Records from a data collection
======
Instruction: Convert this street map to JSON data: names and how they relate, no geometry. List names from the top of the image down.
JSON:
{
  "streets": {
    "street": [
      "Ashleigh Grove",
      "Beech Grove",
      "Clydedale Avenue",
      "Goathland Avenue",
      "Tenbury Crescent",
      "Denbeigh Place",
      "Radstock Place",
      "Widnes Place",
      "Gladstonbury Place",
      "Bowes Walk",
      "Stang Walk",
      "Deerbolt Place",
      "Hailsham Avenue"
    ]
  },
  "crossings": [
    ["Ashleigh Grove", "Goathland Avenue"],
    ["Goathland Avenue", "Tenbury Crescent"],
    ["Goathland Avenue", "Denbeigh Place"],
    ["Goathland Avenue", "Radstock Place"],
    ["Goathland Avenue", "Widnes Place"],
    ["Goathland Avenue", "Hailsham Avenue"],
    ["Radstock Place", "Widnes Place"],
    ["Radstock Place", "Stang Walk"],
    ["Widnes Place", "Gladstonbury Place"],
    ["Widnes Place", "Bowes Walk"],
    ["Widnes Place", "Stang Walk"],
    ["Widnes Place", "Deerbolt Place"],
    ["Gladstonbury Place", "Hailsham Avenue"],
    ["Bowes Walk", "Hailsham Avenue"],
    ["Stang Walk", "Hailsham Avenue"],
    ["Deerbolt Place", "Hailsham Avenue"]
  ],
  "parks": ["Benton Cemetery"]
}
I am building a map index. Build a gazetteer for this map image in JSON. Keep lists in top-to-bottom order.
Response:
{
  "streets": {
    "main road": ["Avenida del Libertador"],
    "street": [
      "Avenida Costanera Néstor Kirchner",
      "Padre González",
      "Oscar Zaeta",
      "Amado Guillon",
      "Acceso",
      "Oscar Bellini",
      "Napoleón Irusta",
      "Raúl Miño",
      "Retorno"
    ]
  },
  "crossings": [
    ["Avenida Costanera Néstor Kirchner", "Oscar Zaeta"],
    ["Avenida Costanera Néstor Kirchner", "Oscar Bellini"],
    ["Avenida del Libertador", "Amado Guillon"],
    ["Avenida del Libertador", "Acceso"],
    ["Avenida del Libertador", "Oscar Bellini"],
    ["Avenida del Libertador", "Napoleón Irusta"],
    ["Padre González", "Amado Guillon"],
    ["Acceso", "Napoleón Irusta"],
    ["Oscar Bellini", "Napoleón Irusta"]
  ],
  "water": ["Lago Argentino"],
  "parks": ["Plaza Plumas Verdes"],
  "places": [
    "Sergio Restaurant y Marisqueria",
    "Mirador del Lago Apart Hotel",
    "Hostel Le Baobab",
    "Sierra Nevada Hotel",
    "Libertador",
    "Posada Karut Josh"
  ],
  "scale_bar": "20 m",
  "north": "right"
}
======
* **AIM OF THE TASK**
Return all of the above records exactly, leaving no line out.

* **COMPLETED EXERCISE**
Instruction: Convert this street map to JSON data: names and how they relate, no geometry. List names from the top of the image down.
JSON:
{
  "streets": {
    "street": [
      "Ashleigh Grove",
      "Beech Grove",
      "Clydedale Avenue",
      "Goathland Avenue",
      "Tenbury Crescent",
      "Denbeigh Place",
      "Radstock Place",
      "Widnes Place",
      "Gladstonbury Place",
      "Bowes Walk",
      "Stang Walk",
      "Deerbolt Place",
      "Hailsham Avenue"
    ]
  },
  "crossings": [
    ["Ashleigh Grove", "Goathland Avenue"],
    ["Goathland Avenue", "Tenbury Crescent"],
    ["Goathland Avenue", "Denbeigh Place"],
    ["Goathland Avenue", "Radstock Place"],
    ["Goathland Avenue", "Widnes Place"],
    ["Goathland Avenue", "Hailsham Avenue"],
    ["Radstock Place", "Widnes Place"],
    ["Radstock Place", "Stang Walk"],
    ["Widnes Place", "Gladstonbury Place"],
    ["Widnes Place", "Bowes Walk"],
    ["Widnes Place", "Stang Walk"],
    ["Widnes Place", "Deerbolt Place"],
    ["Gladstonbury Place", "Hailsham Avenue"],
    ["Bowes Walk", "Hailsham Avenue"],
    ["Stang Walk", "Hailsham Avenue"],
    ["Deerbolt Place", "Hailsham Avenue"]
  ],
  "parks": ["Benton Cemetery"]
}
I am building a map index. Build a gazetteer for this map image in JSON. Keep lists in top-to-bottom order.
Response:
{
  "streets": {
    "main road": ["Avenida del Libertador"],
    "street": [
      "Avenida Costanera Néstor Kirchner",
      "Padre González",
      "Oscar Zaeta",
      "Amado Guillon",
      "Acceso",
      "Oscar Bellini",
      "Napoleón Irusta",
      "Raúl Miño",
      "Retorno"
    ]
  },
  "crossings": [
    ["Avenida Costanera Néstor Kirchner", "Oscar Zaeta"],
    ["Avenida Costanera Néstor Kirchner", "Oscar Bellini"],
    ["Avenida del Libertador", "Amado Guillon"],
    ["Avenida del Libertador", "Acceso"],
    ["Avenida del Libertador", "Oscar Bellini"],
    ["Avenida del Libertador", "Napoleón Irusta"],
    ["Padre González", "Amado Guillon"],
    ["Acceso", "Napoleón Irusta"],
    ["Oscar Bellini", "Napoleón Irusta"]
  ],
  "water": ["Lago Argentino"],
  "parks": ["Plaza Plumas Verdes"],
  "places": [
    "Sergio Restaurant y Marisqueria",
    "Mirador del Lago Apart Hotel",
    "Hostel Le Baobab",
    "Sierra Nevada Hotel",
    "Libertador",
    "Posada Karut Josh"
  ],
  "scale_bar": "20 m",
  "north": "right"
}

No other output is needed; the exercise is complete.